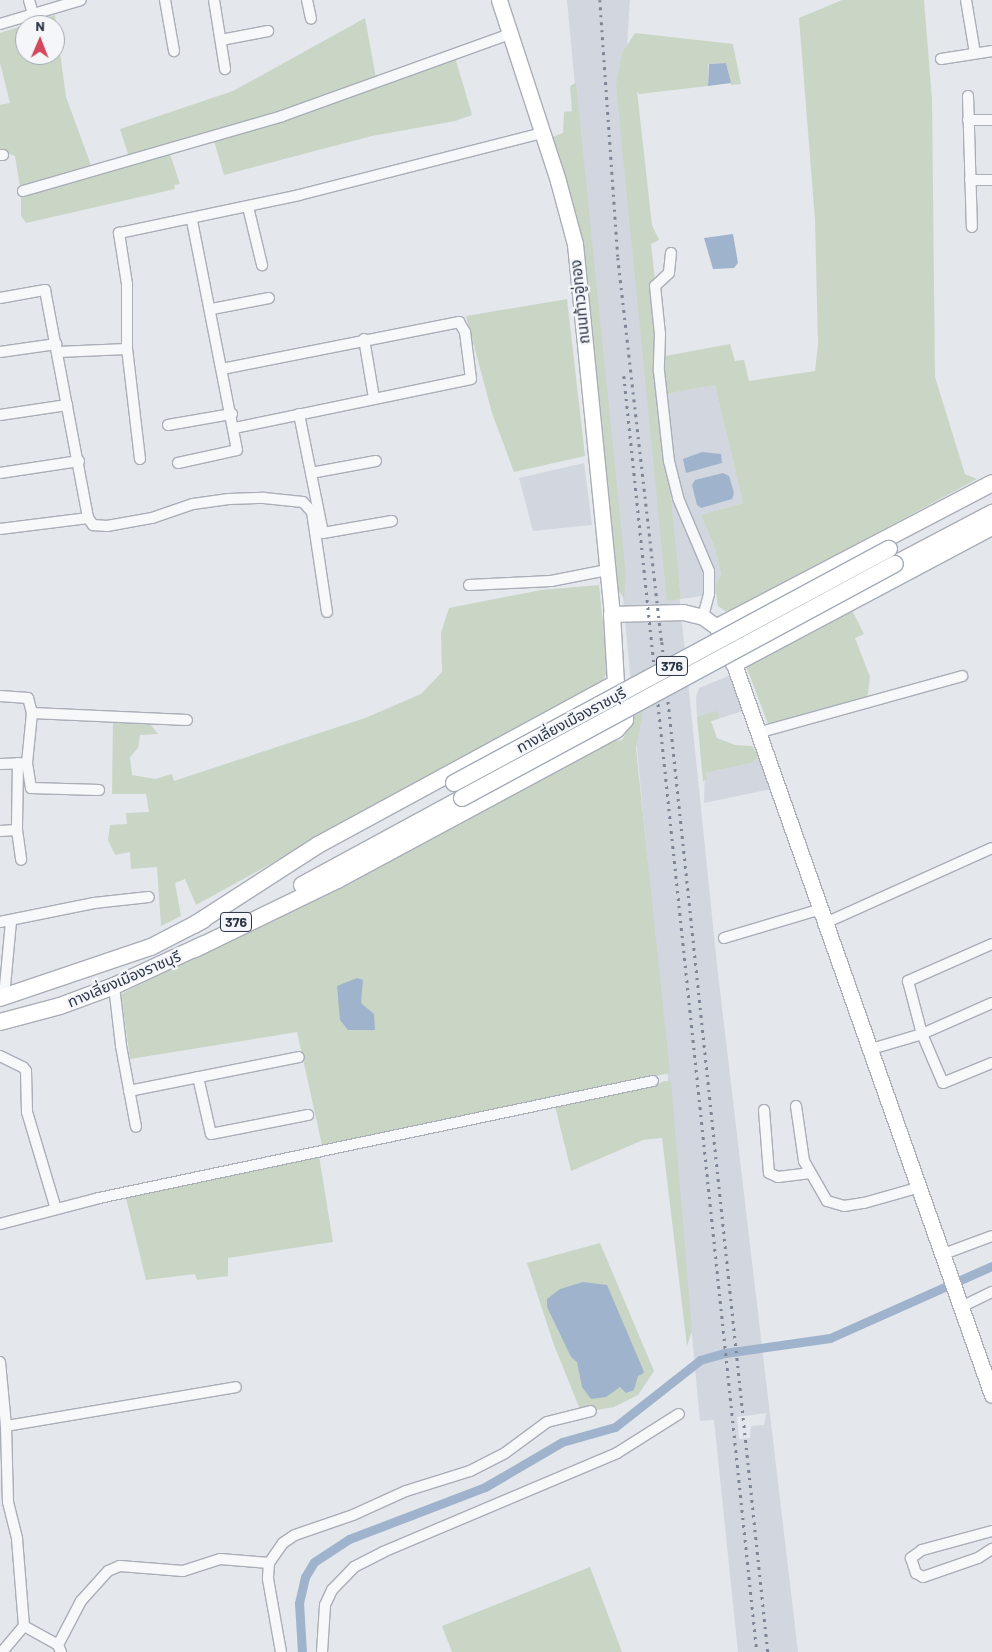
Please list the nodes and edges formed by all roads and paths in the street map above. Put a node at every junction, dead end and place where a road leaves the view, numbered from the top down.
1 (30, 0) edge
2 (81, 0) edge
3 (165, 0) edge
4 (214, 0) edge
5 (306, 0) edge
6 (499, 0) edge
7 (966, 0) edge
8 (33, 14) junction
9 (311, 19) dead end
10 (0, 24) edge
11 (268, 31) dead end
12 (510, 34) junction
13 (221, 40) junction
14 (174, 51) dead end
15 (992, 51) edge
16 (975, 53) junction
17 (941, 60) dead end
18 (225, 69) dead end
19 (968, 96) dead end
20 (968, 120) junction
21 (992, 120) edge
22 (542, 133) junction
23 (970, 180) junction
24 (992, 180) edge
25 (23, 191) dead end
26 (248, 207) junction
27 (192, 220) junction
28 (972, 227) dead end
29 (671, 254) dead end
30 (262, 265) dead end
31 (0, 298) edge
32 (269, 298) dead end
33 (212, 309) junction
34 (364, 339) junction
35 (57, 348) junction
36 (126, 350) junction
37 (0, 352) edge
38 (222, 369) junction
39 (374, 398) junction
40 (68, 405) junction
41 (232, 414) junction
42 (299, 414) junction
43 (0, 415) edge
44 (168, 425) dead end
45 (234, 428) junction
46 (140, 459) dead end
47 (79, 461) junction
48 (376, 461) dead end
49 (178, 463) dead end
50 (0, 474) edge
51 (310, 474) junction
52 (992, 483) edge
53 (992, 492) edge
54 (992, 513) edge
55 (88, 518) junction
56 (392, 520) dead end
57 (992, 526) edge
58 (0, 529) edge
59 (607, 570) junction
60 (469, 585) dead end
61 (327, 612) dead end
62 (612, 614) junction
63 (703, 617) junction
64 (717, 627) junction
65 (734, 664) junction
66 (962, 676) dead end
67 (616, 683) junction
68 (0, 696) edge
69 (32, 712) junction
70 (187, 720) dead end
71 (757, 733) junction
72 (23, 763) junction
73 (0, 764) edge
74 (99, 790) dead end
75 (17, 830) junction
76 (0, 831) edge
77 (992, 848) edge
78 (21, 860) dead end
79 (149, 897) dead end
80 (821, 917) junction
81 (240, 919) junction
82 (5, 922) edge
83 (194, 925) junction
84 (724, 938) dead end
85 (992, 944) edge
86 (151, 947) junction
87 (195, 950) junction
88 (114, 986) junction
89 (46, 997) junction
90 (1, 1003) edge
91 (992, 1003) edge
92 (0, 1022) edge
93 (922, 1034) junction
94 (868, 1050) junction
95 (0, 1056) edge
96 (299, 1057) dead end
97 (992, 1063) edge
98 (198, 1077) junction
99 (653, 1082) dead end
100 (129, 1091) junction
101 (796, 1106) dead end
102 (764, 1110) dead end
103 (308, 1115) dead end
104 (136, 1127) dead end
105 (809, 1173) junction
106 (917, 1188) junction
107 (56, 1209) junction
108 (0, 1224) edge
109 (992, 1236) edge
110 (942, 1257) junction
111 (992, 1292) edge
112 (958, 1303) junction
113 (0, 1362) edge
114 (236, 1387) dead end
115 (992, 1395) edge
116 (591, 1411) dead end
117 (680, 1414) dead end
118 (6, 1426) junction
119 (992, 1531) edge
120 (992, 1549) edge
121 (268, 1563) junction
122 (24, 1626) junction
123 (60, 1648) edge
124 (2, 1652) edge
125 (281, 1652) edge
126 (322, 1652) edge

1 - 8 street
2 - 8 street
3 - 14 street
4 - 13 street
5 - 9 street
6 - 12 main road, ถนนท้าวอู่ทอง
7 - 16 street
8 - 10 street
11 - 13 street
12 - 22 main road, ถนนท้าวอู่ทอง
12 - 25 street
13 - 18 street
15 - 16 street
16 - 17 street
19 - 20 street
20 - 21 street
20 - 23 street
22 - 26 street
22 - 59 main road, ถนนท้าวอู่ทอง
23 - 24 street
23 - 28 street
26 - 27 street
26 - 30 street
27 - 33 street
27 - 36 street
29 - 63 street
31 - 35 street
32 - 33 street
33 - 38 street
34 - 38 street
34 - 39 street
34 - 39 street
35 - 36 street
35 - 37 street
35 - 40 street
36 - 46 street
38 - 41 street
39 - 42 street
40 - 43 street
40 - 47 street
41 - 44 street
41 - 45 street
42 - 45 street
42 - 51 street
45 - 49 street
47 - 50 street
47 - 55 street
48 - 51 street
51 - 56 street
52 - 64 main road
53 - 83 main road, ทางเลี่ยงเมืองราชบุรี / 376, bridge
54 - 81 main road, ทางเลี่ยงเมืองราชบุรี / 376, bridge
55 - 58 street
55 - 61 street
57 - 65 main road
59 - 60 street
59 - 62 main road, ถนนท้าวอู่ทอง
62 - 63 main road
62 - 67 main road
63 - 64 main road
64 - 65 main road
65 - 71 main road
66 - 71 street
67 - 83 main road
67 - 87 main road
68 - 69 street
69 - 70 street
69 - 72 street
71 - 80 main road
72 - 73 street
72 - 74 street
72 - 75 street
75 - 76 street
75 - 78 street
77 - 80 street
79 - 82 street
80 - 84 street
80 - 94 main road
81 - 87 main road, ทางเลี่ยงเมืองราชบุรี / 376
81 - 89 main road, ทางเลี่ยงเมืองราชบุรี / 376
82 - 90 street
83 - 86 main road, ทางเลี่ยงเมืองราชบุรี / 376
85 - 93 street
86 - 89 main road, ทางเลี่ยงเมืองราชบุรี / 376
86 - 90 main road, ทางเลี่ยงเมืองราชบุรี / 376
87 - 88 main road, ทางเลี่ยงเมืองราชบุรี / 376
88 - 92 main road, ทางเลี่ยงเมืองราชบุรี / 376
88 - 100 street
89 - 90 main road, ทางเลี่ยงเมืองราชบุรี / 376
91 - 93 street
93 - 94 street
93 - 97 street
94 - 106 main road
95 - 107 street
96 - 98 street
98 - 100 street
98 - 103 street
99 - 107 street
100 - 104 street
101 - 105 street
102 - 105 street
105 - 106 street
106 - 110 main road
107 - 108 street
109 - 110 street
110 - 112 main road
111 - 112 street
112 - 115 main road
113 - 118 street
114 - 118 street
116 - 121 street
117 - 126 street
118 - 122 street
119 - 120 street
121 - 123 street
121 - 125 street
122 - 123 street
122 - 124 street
■ ■ ■ ■
(WHAT THE TASK ASKS):
Could the entries above be retyped exactly, with the pictures left out?

(RESPONSE FOR THIS EXERCISE):
Please list the nodes and edges formed by all roads and paths in the street map above. Put a node at every junction, dead end and place where a road leaves the view, numbered from the top down.
1 (30, 0) edge
2 (81, 0) edge
3 (165, 0) edge
4 (214, 0) edge
5 (306, 0) edge
6 (499, 0) edge
7 (966, 0) edge
8 (33, 14) junction
9 (311, 19) dead end
10 (0, 24) edge
11 (268, 31) dead end
12 (510, 34) junction
13 (221, 40) junction
14 (174, 51) dead end
15 (992, 51) edge
16 (975, 53) junction
17 (941, 60) dead end
18 (225, 69) dead end
19 (968, 96) dead end
20 (968, 120) junction
21 (992, 120) edge
22 (542, 133) junction
23 (970, 180) junction
24 (992, 180) edge
25 (23, 191) dead end
26 (248, 207) junction
27 (192, 220) junction
28 (972, 227) dead end
29 (671, 254) dead end
30 (262, 265) dead end
31 (0, 298) edge
32 (269, 298) dead end
33 (212, 309) junction
34 (364, 339) junction
35 (57, 348) junction
36 (126, 350) junction
37 (0, 352) edge
38 (222, 369) junction
39 (374, 398) junction
40 (68, 405) junction
41 (232, 414) junction
42 (299, 414) junction
43 (0, 415) edge
44 (168, 425) dead end
45 (234, 428) junction
46 (140, 459) dead end
47 (79, 461) junction
48 (376, 461) dead end
49 (178, 463) dead end
50 (0, 474) edge
51 (310, 474) junction
52 (992, 483) edge
53 (992, 492) edge
54 (992, 513) edge
55 (88, 518) junction
56 (392, 520) dead end
57 (992, 526) edge
58 (0, 529) edge
59 (607, 570) junction
60 (469, 585) dead end
61 (327, 612) dead end
62 (612, 614) junction
63 (703, 617) junction
64 (717, 627) junction
65 (734, 664) junction
66 (962, 676) dead end
67 (616, 683) junction
68 (0, 696) edge
69 (32, 712) junction
70 (187, 720) dead end
71 (757, 733) junction
72 (23, 763) junction
73 (0, 764) edge
74 (99, 790) dead end
75 (17, 830) junction
76 (0, 831) edge
77 (992, 848) edge
78 (21, 860) dead end
79 (149, 897) dead end
80 (821, 917) junction
81 (240, 919) junction
82 (5, 922) edge
83 (194, 925) junction
84 (724, 938) dead end
85 (992, 944) edge
86 (151, 947) junction
87 (195, 950) junction
88 (114, 986) junction
89 (46, 997) junction
90 (1, 1003) edge
91 (992, 1003) edge
92 (0, 1022) edge
93 (922, 1034) junction
94 (868, 1050) junction
95 (0, 1056) edge
96 (299, 1057) dead end
97 (992, 1063) edge
98 (198, 1077) junction
99 (653, 1082) dead end
100 (129, 1091) junction
101 (796, 1106) dead end
102 (764, 1110) dead end
103 (308, 1115) dead end
104 (136, 1127) dead end
105 (809, 1173) junction
106 (917, 1188) junction
107 (56, 1209) junction
108 (0, 1224) edge
109 (992, 1236) edge
110 (942, 1257) junction
111 (992, 1292) edge
112 (958, 1303) junction
113 (0, 1362) edge
114 (236, 1387) dead end
115 (992, 1395) edge
116 (591, 1411) dead end
117 (680, 1414) dead end
118 (6, 1426) junction
119 (992, 1531) edge
120 (992, 1549) edge
121 (268, 1563) junction
122 (24, 1626) junction
123 (60, 1648) edge
124 (2, 1652) edge
125 (281, 1652) edge
126 (322, 1652) edge

1 - 8 street
2 - 8 street
3 - 14 street
4 - 13 street
5 - 9 street
6 - 12 main road, ถนนท้าวอู่ทอง
7 - 16 street
8 - 10 street
11 - 13 street
12 - 22 main road, ถนนท้าวอู่ทอง
12 - 25 street
13 - 18 street
15 - 16 street
16 - 17 street
19 - 20 street
20 - 21 street
20 - 23 street
22 - 26 street
22 - 59 main road, ถนนท้าวอู่ทอง
23 - 24 street
23 - 28 street
26 - 27 street
26 - 30 street
27 - 33 street
27 - 36 street
29 - 63 street
31 - 35 street
32 - 33 street
33 - 38 street
34 - 38 street
34 - 39 street
34 - 39 street
35 - 36 street
35 - 37 street
35 - 40 street
36 - 46 street
38 - 41 street
39 - 42 street
40 - 43 street
40 - 47 street
41 - 44 street
41 - 45 street
42 - 45 street
42 - 51 street
45 - 49 street
47 - 50 street
47 - 55 street
48 - 51 street
51 - 56 street
52 - 64 main road
53 - 83 main road, ทางเลี่ยงเมืองราชบุรี / 376, bridge
54 - 81 main road, ทางเลี่ยงเมืองราชบุรี / 376, bridge
55 - 58 street
55 - 61 street
57 - 65 main road
59 - 60 street
59 - 62 main road, ถนนท้าวอู่ทอง
62 - 63 main road
62 - 67 main road
63 - 64 main road
64 - 65 main road
65 - 71 main road
66 - 71 street
67 - 83 main road
67 - 87 main road
68 - 69 street
69 - 70 street
69 - 72 street
71 - 80 main road
72 - 73 street
72 - 74 street
72 - 75 street
75 - 76 street
75 - 78 street
77 - 80 street
79 - 82 street
80 - 84 street
80 - 94 main road
81 - 87 main road, ทางเลี่ยงเมืองราชบุรี / 376
81 - 89 main road, ทางเลี่ยงเมืองราชบุรี / 376
82 - 90 street
83 - 86 main road, ทางเลี่ยงเมืองราชบุรี / 376
85 - 93 street
86 - 89 main road, ทางเลี่ยงเมืองราชบุรี / 376
86 - 90 main road, ทางเลี่ยงเมืองราชบุรี / 376
87 - 88 main road, ทางเลี่ยงเมืองราชบุรี / 376
88 - 92 main road, ทางเลี่ยงเมืองราชบุรี / 376
88 - 100 street
89 - 90 main road, ทางเลี่ยงเมืองราชบุรี / 376
91 - 93 street
93 - 94 street
93 - 97 street
94 - 106 main road
95 - 107 street
96 - 98 street
98 - 100 street
98 - 103 street
99 - 107 street
100 - 104 street
101 - 105 street
102 - 105 street
105 - 106 street
106 - 110 main road
107 - 108 street
109 - 110 street
110 - 112 main road
111 - 112 street
112 - 115 main road
113 - 118 street
114 - 118 street
116 - 121 street
117 - 126 street
118 - 122 street
119 - 120 street
121 - 123 street
121 - 125 street
122 - 123 street
122 - 124 street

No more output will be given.